• _TASK OBJECTIVE_
Show each line of the data below that has the string "image" in it.
--- RECORDS FOR THIS EXERCISE Enclosed Below ---
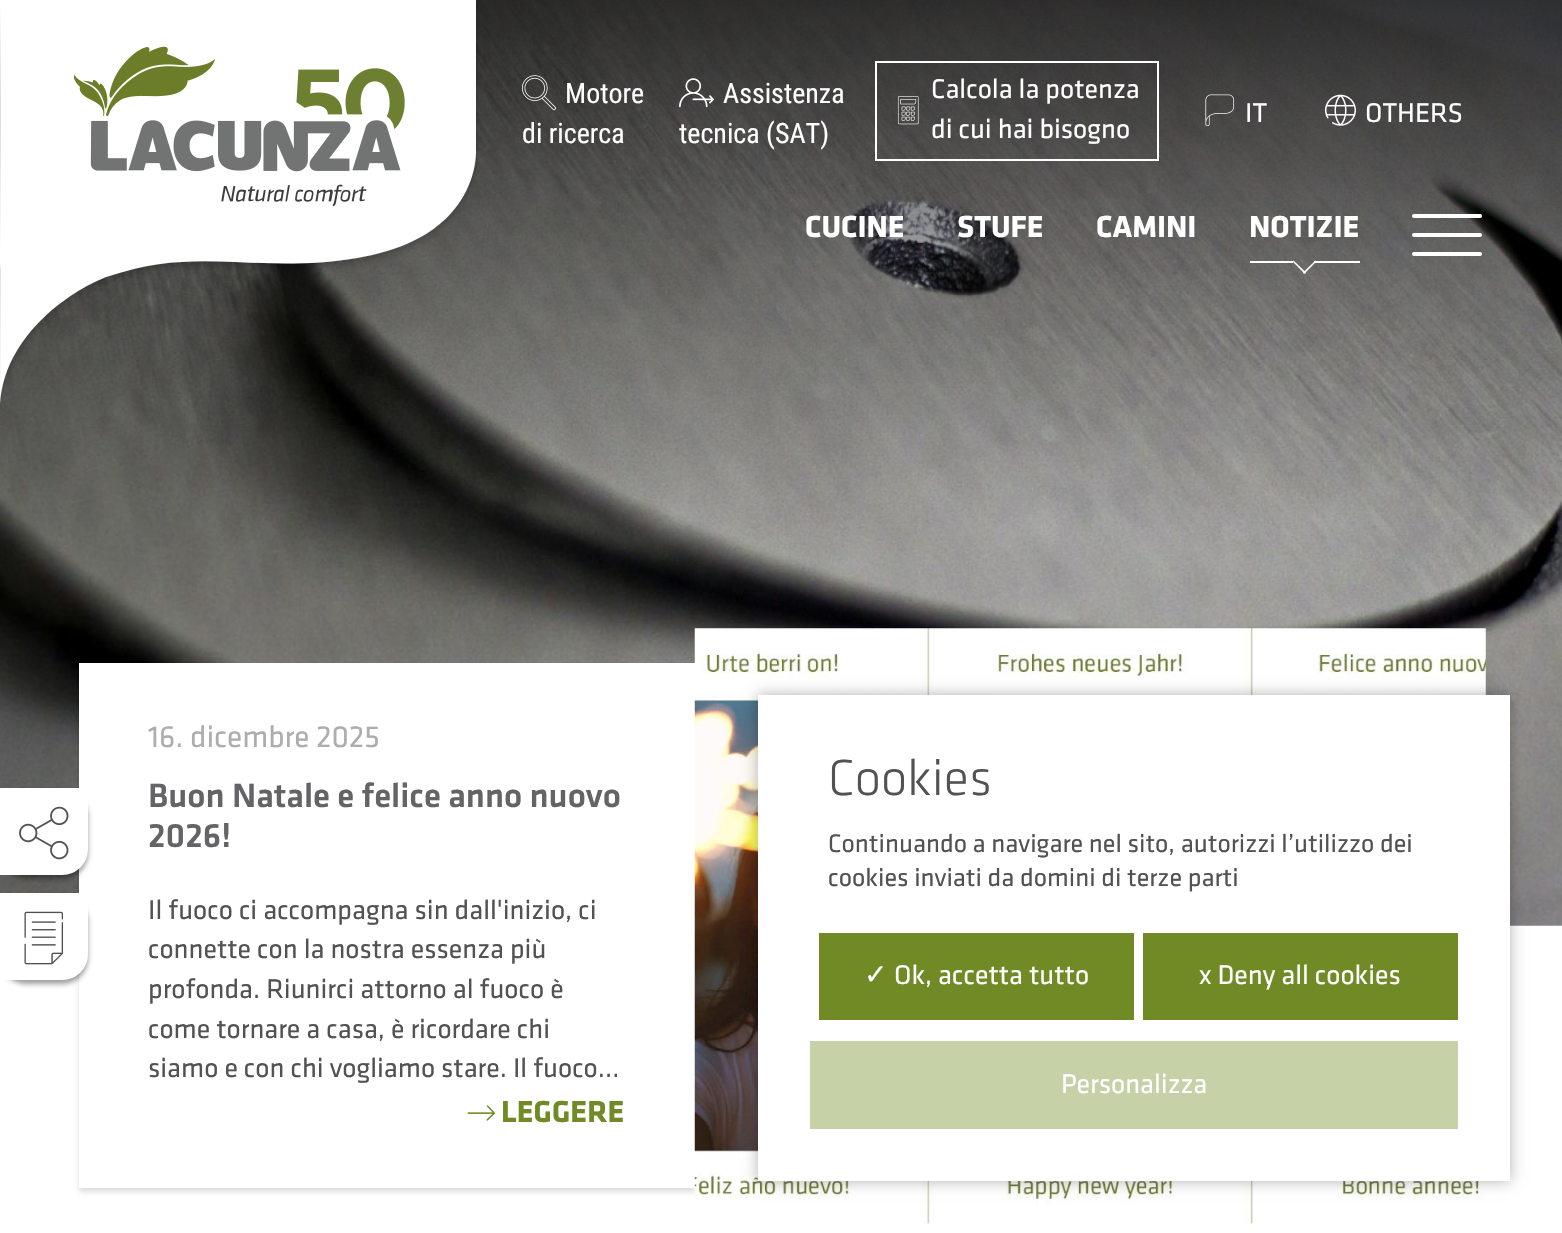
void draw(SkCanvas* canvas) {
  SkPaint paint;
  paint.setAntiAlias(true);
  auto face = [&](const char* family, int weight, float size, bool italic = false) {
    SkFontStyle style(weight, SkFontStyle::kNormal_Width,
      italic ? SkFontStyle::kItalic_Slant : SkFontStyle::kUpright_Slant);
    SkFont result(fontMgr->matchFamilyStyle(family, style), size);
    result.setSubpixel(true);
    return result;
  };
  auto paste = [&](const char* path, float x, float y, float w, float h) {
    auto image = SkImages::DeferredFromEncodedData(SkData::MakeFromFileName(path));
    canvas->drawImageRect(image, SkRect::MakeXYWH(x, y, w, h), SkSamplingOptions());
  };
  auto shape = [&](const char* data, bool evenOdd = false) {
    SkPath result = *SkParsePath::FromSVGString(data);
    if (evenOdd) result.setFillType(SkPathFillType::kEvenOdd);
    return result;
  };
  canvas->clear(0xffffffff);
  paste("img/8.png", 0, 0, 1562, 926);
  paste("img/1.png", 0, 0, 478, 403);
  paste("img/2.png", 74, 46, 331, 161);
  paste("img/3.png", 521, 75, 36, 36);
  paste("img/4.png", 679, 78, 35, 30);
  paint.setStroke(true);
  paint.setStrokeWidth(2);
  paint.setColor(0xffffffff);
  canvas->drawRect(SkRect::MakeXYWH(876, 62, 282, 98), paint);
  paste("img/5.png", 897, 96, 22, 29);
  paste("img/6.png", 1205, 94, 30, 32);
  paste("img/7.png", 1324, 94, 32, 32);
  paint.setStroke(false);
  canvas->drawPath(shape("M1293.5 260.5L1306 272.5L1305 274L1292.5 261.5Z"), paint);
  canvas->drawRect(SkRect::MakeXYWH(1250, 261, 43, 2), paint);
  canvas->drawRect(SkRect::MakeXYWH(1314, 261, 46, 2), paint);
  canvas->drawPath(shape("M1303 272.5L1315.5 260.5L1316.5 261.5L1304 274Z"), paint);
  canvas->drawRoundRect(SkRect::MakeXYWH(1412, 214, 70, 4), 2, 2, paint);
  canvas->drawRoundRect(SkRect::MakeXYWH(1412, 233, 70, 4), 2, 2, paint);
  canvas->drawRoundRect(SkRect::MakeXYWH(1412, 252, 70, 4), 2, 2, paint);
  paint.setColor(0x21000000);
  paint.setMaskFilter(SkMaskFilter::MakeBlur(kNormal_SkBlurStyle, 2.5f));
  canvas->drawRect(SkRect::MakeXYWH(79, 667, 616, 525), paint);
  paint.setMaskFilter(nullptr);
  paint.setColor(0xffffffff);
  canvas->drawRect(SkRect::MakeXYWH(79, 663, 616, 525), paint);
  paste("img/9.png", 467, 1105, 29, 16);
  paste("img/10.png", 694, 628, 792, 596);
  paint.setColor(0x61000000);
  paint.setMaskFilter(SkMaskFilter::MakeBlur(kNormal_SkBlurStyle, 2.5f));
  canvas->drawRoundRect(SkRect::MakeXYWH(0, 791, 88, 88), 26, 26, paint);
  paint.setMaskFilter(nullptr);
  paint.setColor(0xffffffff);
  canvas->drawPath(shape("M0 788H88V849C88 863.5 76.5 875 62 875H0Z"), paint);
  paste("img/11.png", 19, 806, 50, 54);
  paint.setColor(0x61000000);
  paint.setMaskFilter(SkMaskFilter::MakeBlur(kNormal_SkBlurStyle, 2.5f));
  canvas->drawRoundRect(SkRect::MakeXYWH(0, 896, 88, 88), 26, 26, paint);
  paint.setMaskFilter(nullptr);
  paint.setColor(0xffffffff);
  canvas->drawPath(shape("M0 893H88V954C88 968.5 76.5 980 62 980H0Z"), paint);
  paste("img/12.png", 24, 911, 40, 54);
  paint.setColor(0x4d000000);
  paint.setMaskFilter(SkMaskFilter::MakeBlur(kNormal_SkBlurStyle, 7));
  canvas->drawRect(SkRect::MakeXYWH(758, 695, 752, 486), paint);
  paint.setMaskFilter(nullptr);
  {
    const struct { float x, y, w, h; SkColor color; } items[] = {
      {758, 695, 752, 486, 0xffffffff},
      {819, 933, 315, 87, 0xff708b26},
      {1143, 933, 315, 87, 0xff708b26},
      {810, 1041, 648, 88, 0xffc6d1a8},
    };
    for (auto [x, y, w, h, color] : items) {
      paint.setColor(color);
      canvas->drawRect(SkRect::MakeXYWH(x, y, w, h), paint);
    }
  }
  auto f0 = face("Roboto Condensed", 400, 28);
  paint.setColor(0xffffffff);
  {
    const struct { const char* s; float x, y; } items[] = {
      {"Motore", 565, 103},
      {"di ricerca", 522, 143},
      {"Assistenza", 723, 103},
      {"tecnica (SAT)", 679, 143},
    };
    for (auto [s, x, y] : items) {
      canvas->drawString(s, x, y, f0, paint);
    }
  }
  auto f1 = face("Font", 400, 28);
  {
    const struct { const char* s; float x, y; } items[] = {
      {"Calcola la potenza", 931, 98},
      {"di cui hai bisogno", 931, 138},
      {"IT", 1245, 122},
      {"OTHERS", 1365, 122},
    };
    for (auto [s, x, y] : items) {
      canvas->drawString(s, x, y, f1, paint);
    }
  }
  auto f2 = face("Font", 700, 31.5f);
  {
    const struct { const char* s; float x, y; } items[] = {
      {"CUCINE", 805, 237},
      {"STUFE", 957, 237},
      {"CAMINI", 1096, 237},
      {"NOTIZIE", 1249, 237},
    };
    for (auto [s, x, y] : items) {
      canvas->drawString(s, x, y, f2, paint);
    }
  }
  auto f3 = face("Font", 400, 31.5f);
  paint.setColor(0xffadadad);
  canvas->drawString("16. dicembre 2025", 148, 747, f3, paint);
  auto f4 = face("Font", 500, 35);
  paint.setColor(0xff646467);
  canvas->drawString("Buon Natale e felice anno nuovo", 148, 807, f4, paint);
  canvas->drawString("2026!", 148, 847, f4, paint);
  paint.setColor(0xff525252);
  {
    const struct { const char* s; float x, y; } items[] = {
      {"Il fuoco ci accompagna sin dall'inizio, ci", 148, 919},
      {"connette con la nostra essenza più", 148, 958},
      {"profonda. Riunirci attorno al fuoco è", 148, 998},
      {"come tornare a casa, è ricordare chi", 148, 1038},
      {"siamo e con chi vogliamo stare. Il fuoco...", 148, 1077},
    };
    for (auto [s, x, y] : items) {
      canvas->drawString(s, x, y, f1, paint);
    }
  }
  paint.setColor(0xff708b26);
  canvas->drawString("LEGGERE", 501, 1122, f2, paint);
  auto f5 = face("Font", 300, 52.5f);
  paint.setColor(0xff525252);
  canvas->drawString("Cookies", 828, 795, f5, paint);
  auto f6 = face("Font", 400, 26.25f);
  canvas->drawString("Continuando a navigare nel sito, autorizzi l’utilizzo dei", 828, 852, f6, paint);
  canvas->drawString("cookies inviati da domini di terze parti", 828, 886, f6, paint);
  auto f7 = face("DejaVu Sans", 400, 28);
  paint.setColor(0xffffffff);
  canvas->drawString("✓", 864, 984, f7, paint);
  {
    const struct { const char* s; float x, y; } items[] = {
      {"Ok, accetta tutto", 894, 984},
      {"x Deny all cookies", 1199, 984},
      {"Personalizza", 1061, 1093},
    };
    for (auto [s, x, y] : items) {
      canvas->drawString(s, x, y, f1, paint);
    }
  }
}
--- End of Enclosed RECORDS FOR THIS EXERCISE ---
• _REPLY TO THE EXERCISE_
    auto image = SkImages::DeferredFromEncodedData(SkData::MakeFromFileName(path));
    canvas->drawImageRect(image, SkRect::MakeXYWH(x, y, w, h), SkSamplingOptions());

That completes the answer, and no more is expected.